__EXERCISE INPUT__.
>>>

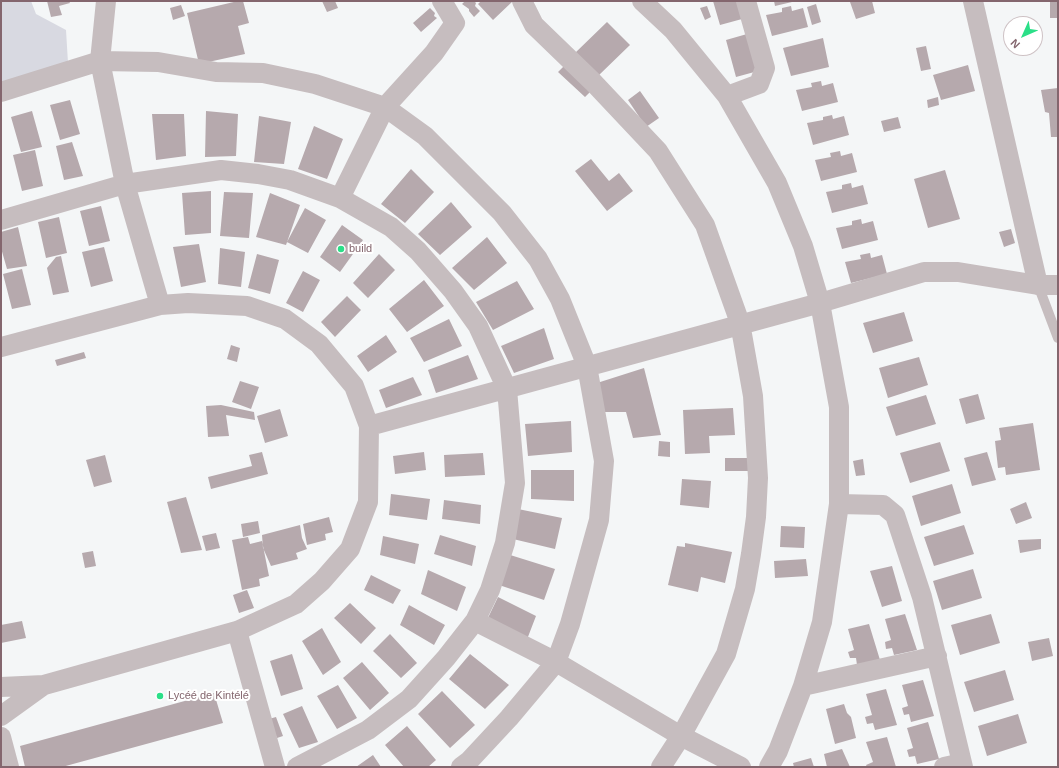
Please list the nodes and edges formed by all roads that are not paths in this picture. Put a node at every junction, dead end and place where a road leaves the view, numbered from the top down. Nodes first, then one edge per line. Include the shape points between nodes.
1 (106, 1) edge
2 (442, 1) edge
3 (522, 1) edge
4 (642, 1) edge
5 (746, 1) edge
6 (973, 1) edge
7 (100, 61) junction
8 (1, 92) edge
9 (727, 96) junction
10 (385, 107) junction
11 (126, 184) junction
12 (340, 198) junction
13 (1, 220) edge
14 (1038, 285) junction
15 (1058, 285) edge
16 (820, 303) junction
17 (160, 306) junction
18 (740, 323) junction
19 (1058, 338) edge
20 (1, 347) edge
21 (587, 366) junction
22 (507, 389) junction
23 (369, 426) junction
24 (839, 504) junction
25 (475, 620) junction
26 (237, 632) junction
27 (937, 656) junction
28 (556, 662) junction
29 (44, 685) junction
30 (803, 686) junction
31 (1, 687) edge
32 (1, 716) edge
33 (681, 736) junction
34 (1, 737) edge
35 (956, 766) edge
36 (9, 767) edge
37 (275, 767) edge
38 (297, 767) edge
39 (461, 767) edge
40 (661, 767) edge
41 (741, 767) edge
42 (769, 767) edge

1 - 7 street
2 - 10 street via 455,23 434,53
3 - 18 street via 534,25 593,82 658,151 705,225
4 - 9 street via 673,30
5 - 9 street via 765,68 759,84
6 - 14 street
7 - 8 street
7 - 10 street via 158,62 216,72 263,73 315,84
7 - 11 street
9 - 16 street via 777,183 803,246
10 - 12 street
10 - 21 street via 425,136 466,176 502,213 534,253 560,299
11 - 12 street via 222,170 290,180
11 - 13 street
11 - 17 street
12 - 22 street via 391,227 418,251 453,291 478,326
14 - 15 street
14 - 16 street via 958,272 924,272
14 - 19 lane
16 - 18 street
16 - 24 street via 839,407
17 - 20 street
17 - 23 street via 188,303 247,306 285,319 319,344 354,386
18 - 21 street
18 - 33 street via 753,396 758,478 751,554 745,589 726,654
21 - 22 street
21 - 28 street via 604,461 599,520 570,624
22 - 23 street
22 - 25 street via 515,483 505,543 490,590
23 - 26 street via 368,502 350,549 322,581 296,604
24 - 27 street via 883,505 895,515 922,597
24 - 30 street via 822,622
25 - 28 street
25 - 38 street via 446,658 409,699 368,730
26 - 29 street
26 - 37 street
27 - 30 street
27 - 35 street
28 - 33 street
28 - 39 street via 509,718
29 - 31 street
29 - 32 street
30 - 42 street
33 - 40 street
33 - 41 street
34 - 36 street

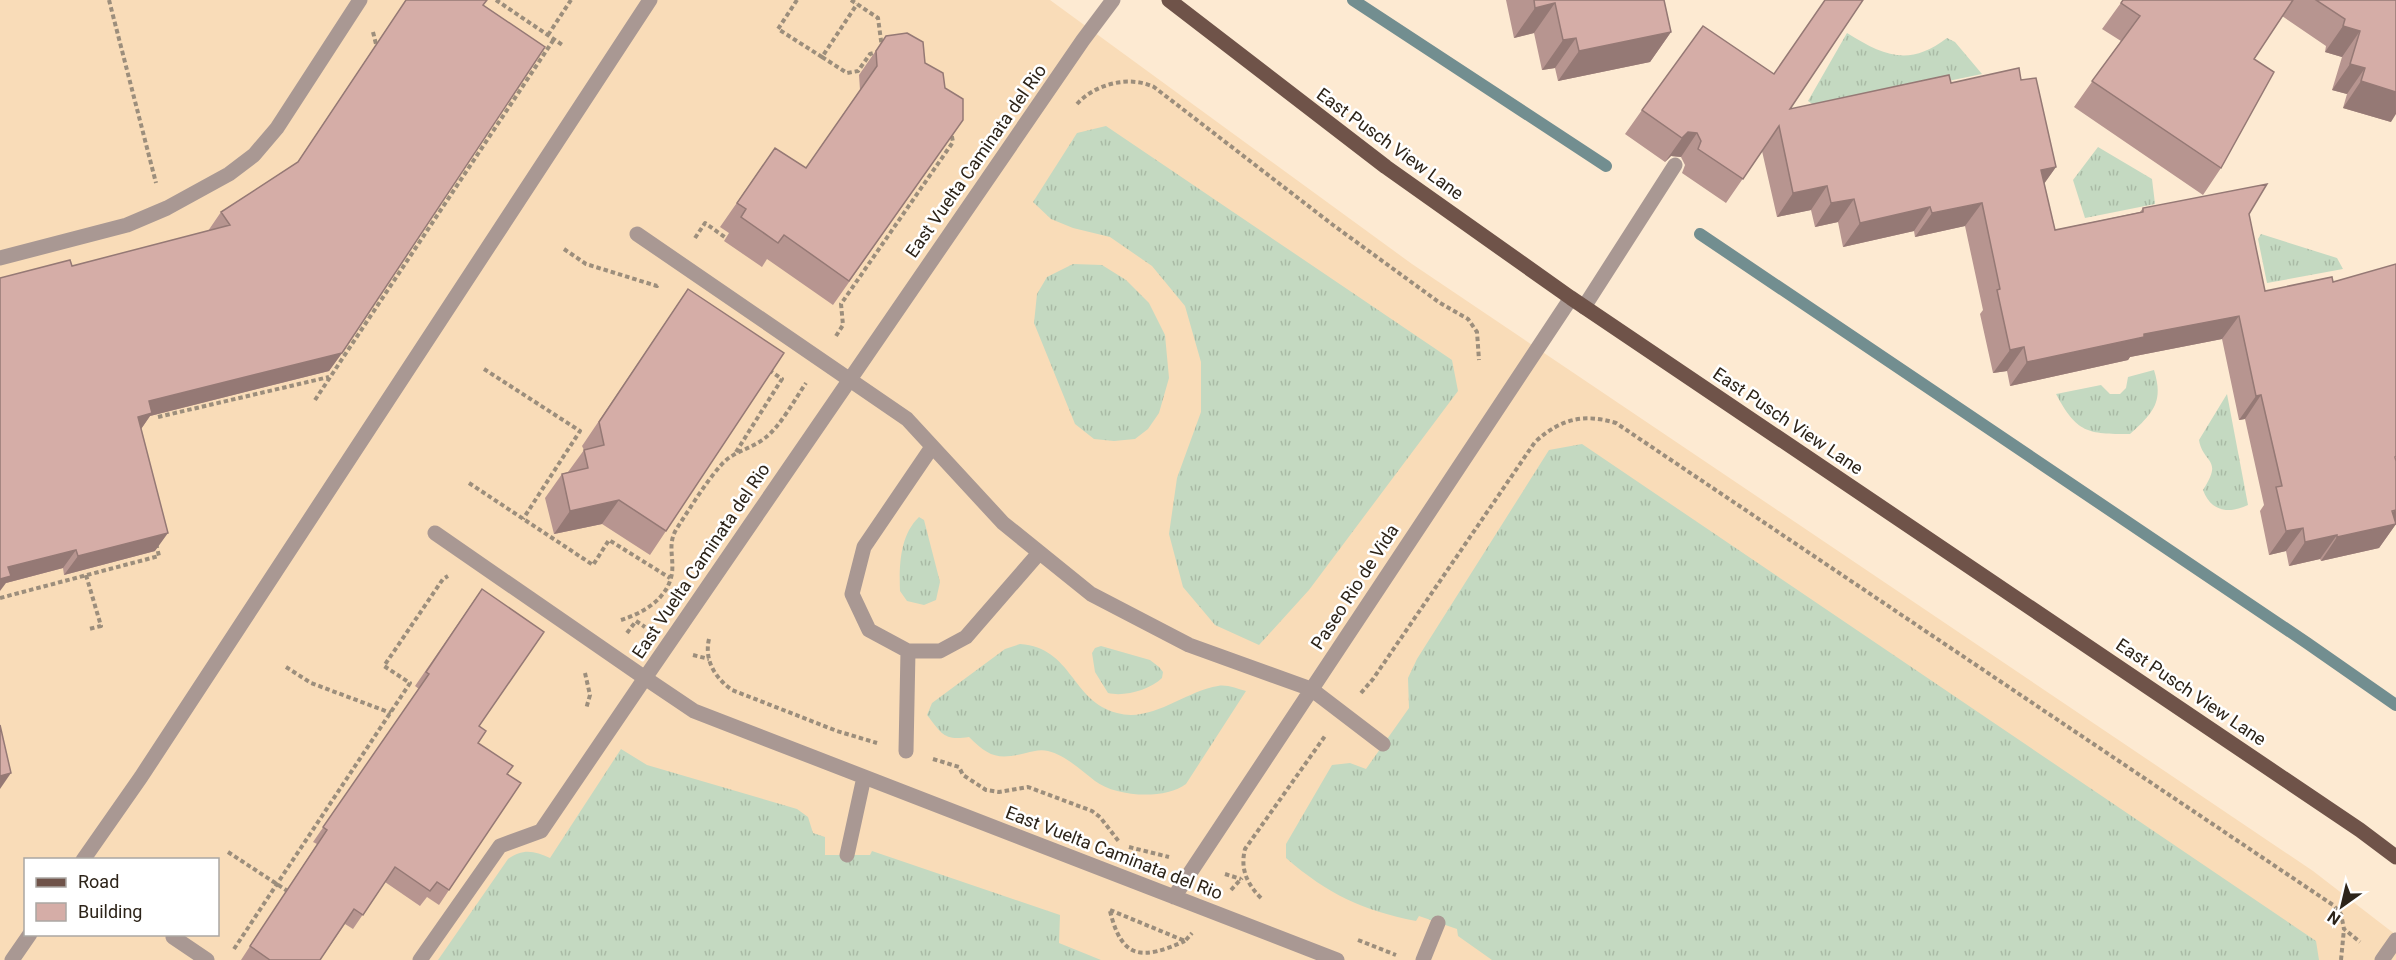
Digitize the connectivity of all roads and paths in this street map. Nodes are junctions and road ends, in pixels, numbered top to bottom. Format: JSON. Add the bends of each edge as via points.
{"nodes":[{"id":1,"x":109,"y":0,"type":"edge"},
{"id":2,"x":360,"y":0,"type":"edge"},
{"id":3,"x":496,"y":0,"type":"edge"},
{"id":4,"x":571,"y":0,"type":"edge"},
{"id":5,"x":650,"y":0,"type":"edge"},
{"id":6,"x":796,"y":0,"type":"edge"},
{"id":7,"x":851,"y":0,"type":"edge"},
{"id":8,"x":1113,"y":0,"type":"edge"},
{"id":9,"x":1169,"y":0,"type":"edge"},
{"id":10,"x":857,"y":4,"type":"junction"},
{"id":11,"x":548,"y":34,"type":"junction"},
{"id":12,"x":554,"y":39,"type":"junction"},
{"id":13,"x":564,"y":46,"type":"dead end"},
{"id":14,"x":882,"y":51,"type":"junction"},
{"id":15,"x":822,"y":57,"type":"junction"},
{"id":16,"x":882,"y":58,"type":"edge"},
{"id":17,"x":1074,"y":108,"type":"dead end"},
{"id":18,"x":1675,"y":165,"type":"edge"},
{"id":19,"x":157,"y":184,"type":"dead end"},
{"id":20,"x":637,"y":234,"type":"dead end"},
{"id":21,"x":0,"y":258,"type":"edge"},
{"id":22,"x":657,"y":286,"type":"dead end"},
{"id":23,"x":667,"y":292,"type":"dead end"},
{"id":24,"x":1577,"y":303,"type":"junction"},
{"id":25,"x":1479,"y":360,"type":"dead end"},
{"id":26,"x":764,"y":367,"type":"edge"},
{"id":27,"x":484,"y":369,"type":"dead end"},
{"id":28,"x":330,"y":377,"type":"junction"},
{"id":29,"x":848,"y":380,"type":"junction"},
{"id":30,"x":315,"y":400,"type":"dead end"},
{"id":31,"x":158,"y":417,"type":"edge"},
{"id":32,"x":932,"y":447,"type":"junction"},
{"id":33,"x":735,"y":453,"type":"edge"},
{"id":34,"x":469,"y":483,"type":"dead end"},
{"id":35,"x":523,"y":519,"type":"junction"},
{"id":36,"x":435,"y":533,"type":"dead end"},
{"id":37,"x":156,"y":540,"type":"edge"},
{"id":38,"x":1039,"y":553,"type":"junction"},
{"id":39,"x":86,"y":575,"type":"junction"},
{"id":40,"x":670,"y":578,"type":"dead end"},
{"id":41,"x":456,"y":579,"type":"dead end"},
{"id":42,"x":0,"y":598,"type":"edge"},
{"id":43,"x":635,"y":616,"type":"dead end"},
{"id":44,"x":636,"y":621,"type":"dead end"},
{"id":45,"x":89,"y":629,"type":"dead end"},
{"id":46,"x":711,"y":633,"type":"dead end"},
{"id":47,"x":908,"y":651,"type":"junction"},
{"id":48,"x":286,"y":667,"type":"dead end"},
{"id":49,"x":582,"y":667,"type":"dead end"},
{"id":50,"x":645,"y":678,"type":"junction"},
{"id":51,"x":1311,"y":689,"type":"junction"},
{"id":52,"x":391,"y":713,"type":"junction"},
{"id":53,"x":1343,"y":714,"type":"junction"},
{"id":54,"x":582,"y":717,"type":"dead end"},
{"id":55,"x":1383,"y":744,"type":"dead end"},
{"id":56,"x":906,"y":751,"type":"junction"},
{"id":57,"x":864,"y":777,"type":"junction"},
{"id":58,"x":228,"y":852,"type":"dead end"},
{"id":59,"x":847,"y":855,"type":"dead end"},
{"id":60,"x":2396,"y":857,"type":"edge"},
{"id":61,"x":84,"y":858,"type":"edge"},
{"id":62,"x":1195,"y":865,"type":"junction"},
{"id":63,"x":1241,"y":879,"type":"dead end"},
{"id":64,"x":277,"y":884,"type":"junction"},
{"id":65,"x":294,"y":895,"type":"edge"},
{"id":66,"x":1174,"y":897,"type":"junction"},
{"id":67,"x":1268,"y":903,"type":"dead end"},
{"id":68,"x":1110,"y":910,"type":"dead end"},
{"id":69,"x":1438,"y":923,"type":"dead end"},
{"id":70,"x":2344,"y":929,"type":"junction"},
{"id":71,"x":29,"y":936,"type":"edge"},
{"id":72,"x":173,"y":938,"type":"dead end"},
{"id":73,"x":1352,"y":938,"type":"dead end"},
{"id":74,"x":2396,"y":940,"type":"edge"},
{"id":75,"x":1185,"y":941,"type":"dead end"},
{"id":76,"x":233,"y":950,"type":"dead end"},
{"id":77,"x":1396,"y":956,"type":"dead end"},
{"id":78,"x":12,"y":960,"type":"edge"},
{"id":79,"x":207,"y":960,"type":"edge"},
{"id":80,"x":420,"y":960,"type":"edge"},
{"id":81,"x":1337,"y":960,"type":"edge"},
{"id":82,"x":1423,"y":960,"type":"edge"},
{"id":83,"x":2341,"y":960,"type":"edge"},
{"id":84,"x":2382,"y":960,"type":"edge"}],
"edges":[{"from":1,"to":19,"type":"path"},
{"from":2,"to":21,"type":"lane","via":[[277,128],[254,155],[229,174],[127,225]]},
{"from":3,"to":11,"type":"path"},
{"from":4,"to":11,"type":"path"},
{"from":5,"to":61,"type":"lane"},
{"from":6,"to":15,"type":"path","via":[[778,28]]},
{"from":7,"to":10,"type":"path"},
{"from":8,"to":29,"type":"lane","name":"East Vuelta Caminata del Rio"},
{"from":9,"to":24,"type":"main road","name":"East Pusch View Lane","via":[[1386,167]]},
{"from":10,"to":14,"type":"path","via":[[878,18]]},
{"from":10,"to":15,"type":"path"},
{"from":11,"to":12,"type":"path"},
{"from":12,"to":13,"type":"path"},
{"from":12,"to":28,"type":"path"},
{"from":14,"to":15,"type":"path","via":[[870,54],[858,70],[847,73]]},
{"from":14,"to":16,"type":"path"},
{"from":17,"to":25,"type":"path","via":[[1099,87],[1133,81],[1154,87],[1333,225],[1468,319],[1477,332]]},
{"from":18,"to":24,"type":"lane","name":"Paseo Rio de Vida"},
{"from":20,"to":29,"type":"lane"},
{"from":22,"to":23,"type":"path"},
{"from":24,"to":51,"type":"lane","name":"Paseo Rio de Vida"},
{"from":24,"to":60,"type":"main road","name":"East Pusch View Lane"},
{"from":26,"to":33,"type":"path","via":[[782,379]]},
{"from":27,"to":35,"type":"path","via":[[580,431]]},
{"from":28,"to":30,"type":"path"},
{"from":28,"to":31,"type":"path"},
{"from":29,"to":32,"type":"lane","via":[[907,419]]},
{"from":29,"to":50,"type":"lane","name":"East Vuelta Caminata del Rio"},
{"from":32,"to":38,"type":"lane","via":[[1003,523]]},
{"from":32,"to":47,"type":"lane","via":[[864,547],[852,594],[869,630]]},
{"from":34,"to":35,"type":"path"},
{"from":35,"to":40,"type":"path","via":[[593,565],[609,540]]},
{"from":36,"to":50,"type":"lane"},
{"from":37,"to":39,"type":"path","via":[[159,556]]},
{"from":38,"to":47,"type":"lane","via":[[966,636],[940,651]]},
{"from":38,"to":51,"type":"lane","via":[[1091,594],[1189,645]]},
{"from":39,"to":42,"type":"path"},
{"from":39,"to":45,"type":"path","via":[[100,626]]},
{"from":41,"to":52,"type":"path","via":[[443,579],[384,666],[410,684]]},
{"from":43,"to":44,"type":"path"},
{"from":46,"to":56,"type":"path","via":[[708,645],[714,672],[732,690],[837,731]]},
{"from":47,"to":56,"type":"lane"},
{"from":48,"to":52,"type":"path","via":[[311,683]]},
{"from":49,"to":54,"type":"path","via":[[590,695]]},
{"from":50,"to":57,"type":"lane","name":"East Vuelta Caminata del Rio","via":[[694,711]]},
{"from":50,"to":80,"type":"lane","via":[[541,831],[500,846]]},
{"from":51,"to":53,"type":"lane"},
{"from":51,"to":62,"type":"lane","name":"Paseo Rio de Vida"},
{"from":52,"to":64,"type":"path"},
{"from":53,"to":55,"type":"lane"},
{"from":53,"to":67,"type":"path","via":[[1245,849],[1242,860],[1250,887]]},
{"from":53,"to":70,"type":"path","via":[[1373,679],[1535,442],[1548,429],[1594,417],[1616,423],[2333,905],[2341,914]]},
{"from":56,"to":62,"type":"path","via":[[958,767],[963,775],[986,790],[1038,789],[1101,817],[1117,842]]},
{"from":57,"to":59,"type":"lane"},
{"from":57,"to":66,"type":"lane","name":"East Vuelta Caminata del Rio"},
{"from":58,"to":64,"type":"path"},
{"from":62,"to":63,"type":"path"},
{"from":62,"to":66,"type":"lane","name":"Paseo Rio de Vida"},
{"from":64,"to":65,"type":"path"},
{"from":64,"to":76,"type":"path"},
{"from":66,"to":81,"type":"lane","name":"East Vuelta Caminata del Rio"},
{"from":68,"to":75,"type":"path","via":[[1115,930],[1125,948],[1134,954],[1165,954]]},
{"from":69,"to":82,"type":"lane"},
{"from":70,"to":83,"type":"path"},
{"from":70,"to":84,"type":"path"},
{"from":71,"to":78,"type":"lane"},
{"from":72,"to":79,"type":"lane"},
{"from":73,"to":77,"type":"path"},
{"from":74,"to":84,"type":"lane"}]}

<<<

__EXERCISE DETAILS__. Lines above with the word "this" should be counted, and the reply is that count alone.

__REPLY__. 2